Timing of Anticoagulation After Ischemic Stroke
In stroke patients with atrial fibrillation, initiate oral anticoagulation immediately for TIA, within 2-14 days for low-risk strokes, and delay beyond 14 days for high-risk strokes with hemorrhagic transformation potential.

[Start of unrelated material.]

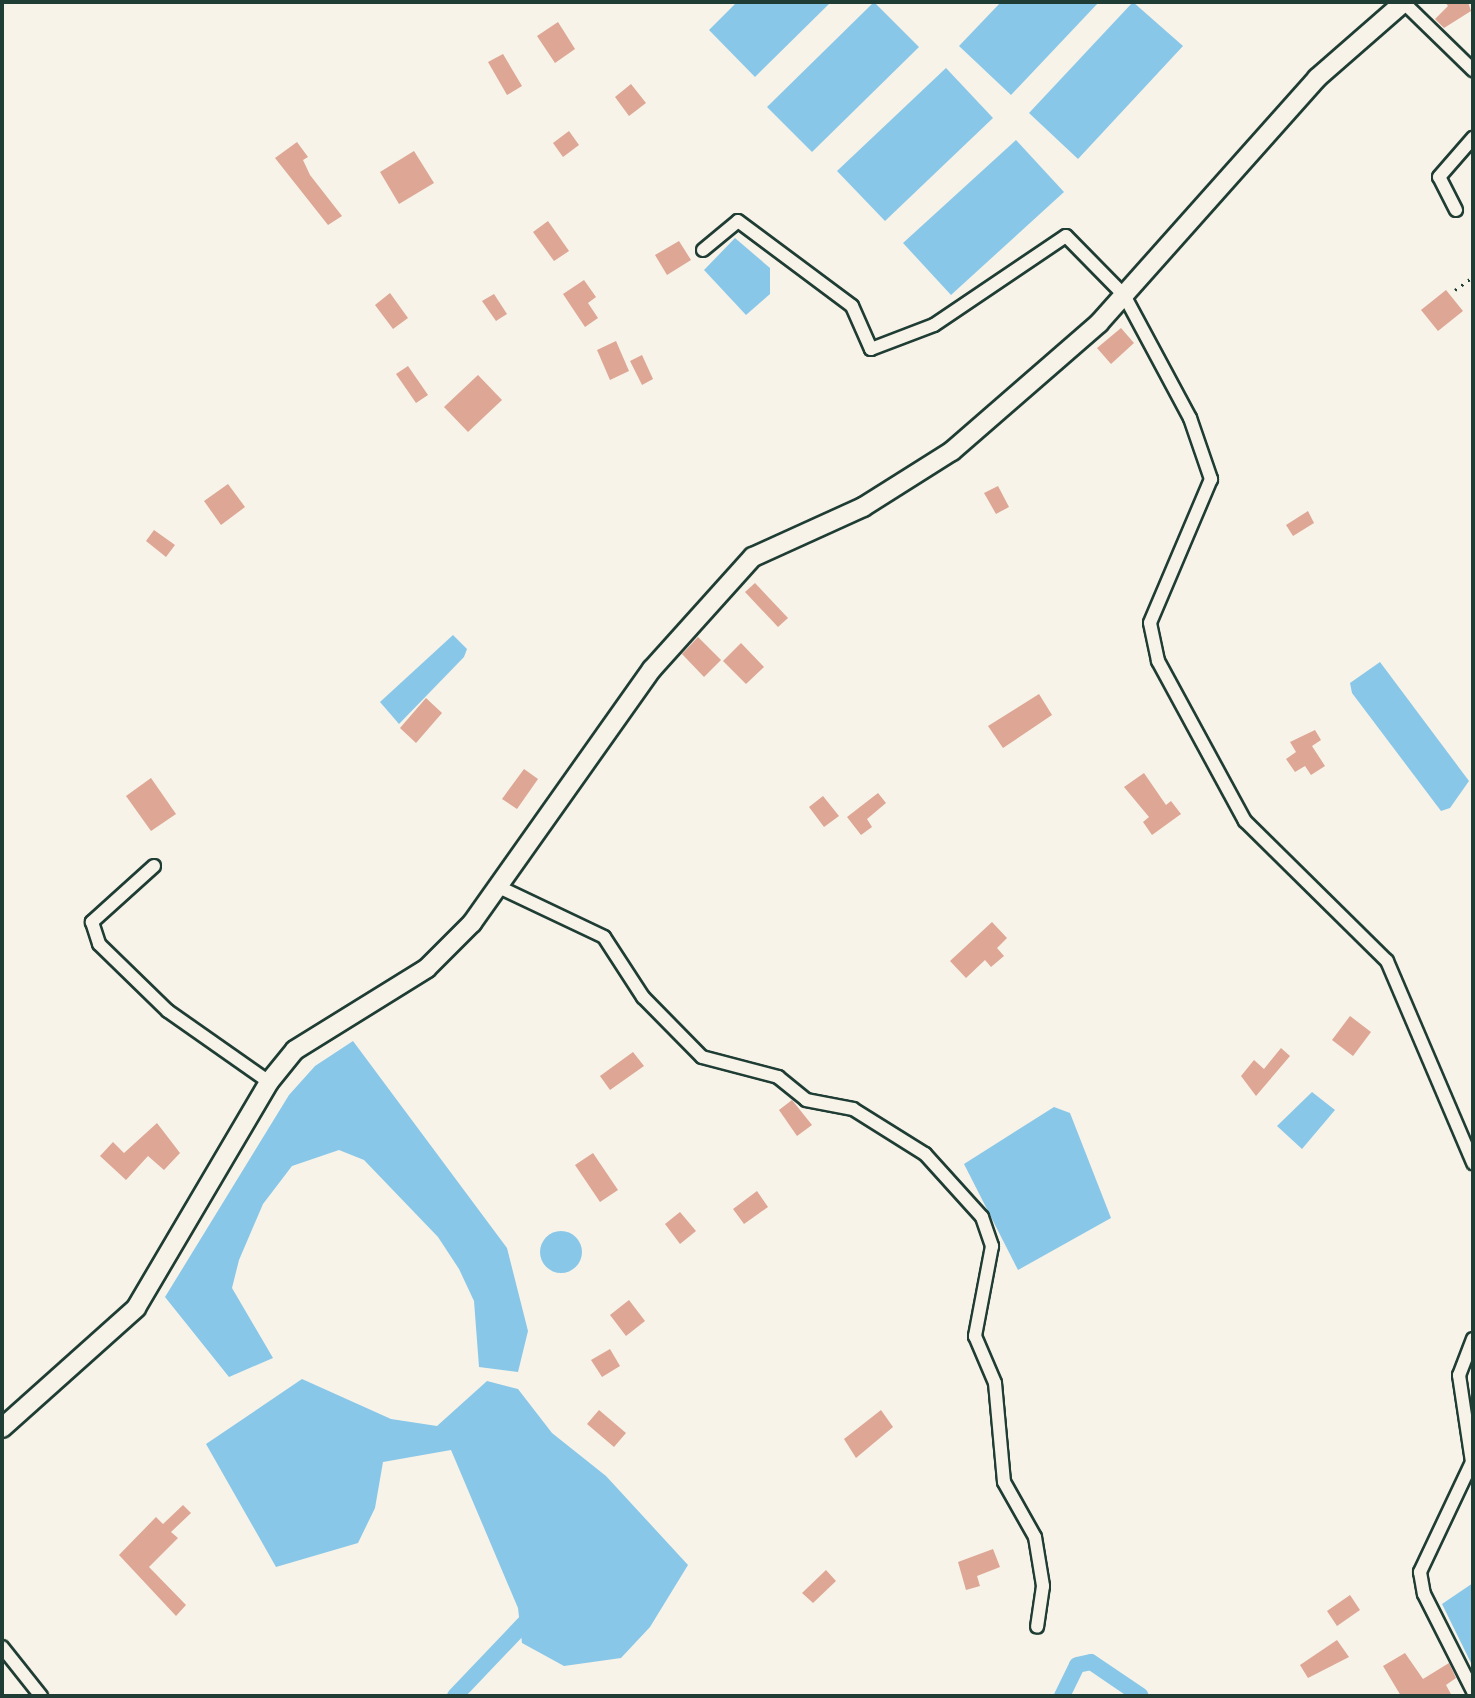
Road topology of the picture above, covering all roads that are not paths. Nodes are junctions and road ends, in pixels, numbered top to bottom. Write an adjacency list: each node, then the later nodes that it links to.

Primary Decision Framework Based on Clinical Scenario
For TIA with Atrial Fibrillation
- Start anticoagulation immediately after the index event to reduce recurrent stroke risk 1
- Direct oral anticoagulants (DOACs) are preferred over warfarin: apixaban, dabigatran, edoxaban, or rivaroxaban 1
For Ischemic Stroke with Atrial Fibrillation - Risk Stratification Required
Low Risk for Hemorrhagic Conversion:
- Initiate anticoagulation 2-14 days after the index event 1
- Low-risk features include: small infarct size, no hemorrhage on imaging, lower NIHSS scores 2
High Risk for Hemorrhagic Conversion:
- Delay anticoagulation beyond 14 days to reduce intracranial hemorrhage risk 1
- High-risk features include: large ischemic lesions, cerebral microbleeds, thrombolytic therapy use, presence of hemorrhagic transformation 2
Hemorrhagic Transformation-Specific Timing
If Hemorrhagic Transformation Present on Imaging:
Lower-Grade (HI1 - small petechiae):
- Initiate antiplatelet therapy within 24-48 hours after confirming no progression on follow-up imaging 3
- For anticoagulation in AF patients, can consider earlier initiation (1-2 weeks) if small infarct burden 3
Higher-Grade (HI2, PH1, PH2 - confluent petechiae or parenchymal hemorrhage):
- Delay anticoagulation for 7-10 days minimum 3
- Confirm no expansion of hemorrhage before restarting 3
- For AF patients, generally initiate within 1-2 weeks after stroke onset once stabilized 3
Anticoagulant Selection Algorithm
First-Line: Direct Oral Anticoagulants (DOACs)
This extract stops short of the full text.